### Exercise directions
Below are records; output all of them exactly.

### Records supplied
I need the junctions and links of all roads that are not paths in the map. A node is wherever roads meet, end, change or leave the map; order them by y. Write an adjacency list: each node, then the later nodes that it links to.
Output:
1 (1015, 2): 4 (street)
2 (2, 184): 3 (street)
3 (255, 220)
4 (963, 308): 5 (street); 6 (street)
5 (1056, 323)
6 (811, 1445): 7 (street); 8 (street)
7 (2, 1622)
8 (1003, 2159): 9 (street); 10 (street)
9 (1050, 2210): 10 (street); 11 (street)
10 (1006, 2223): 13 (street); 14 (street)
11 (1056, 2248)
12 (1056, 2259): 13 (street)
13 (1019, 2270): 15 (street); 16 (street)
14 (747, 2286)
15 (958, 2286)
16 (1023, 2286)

### Answer box
I need the junctions and links of all roads that are not paths in the map. A node is wherever roads meet, end, change or leave the map; order them by y. Write an adjacency list: each node, then the later nodes that it links to.
Output:
1 (1015, 2): 4 (street)
2 (2, 184): 3 (street)
3 (255, 220)
4 (963, 308): 5 (street); 6 (street)
5 (1056, 323)
6 (811, 1445): 7 (street); 8 (street)
7 (2, 1622)
8 (1003, 2159): 9 (street); 10 (street)
9 (1050, 2210): 10 (street); 11 (street)
10 (1006, 2223): 13 (street); 14 (street)
11 (1056, 2248)
12 (1056, 2259): 13 (street)
13 (1019, 2270): 15 (street); 16 (street)
14 (747, 2286)
15 (958, 2286)
16 (1023, 2286)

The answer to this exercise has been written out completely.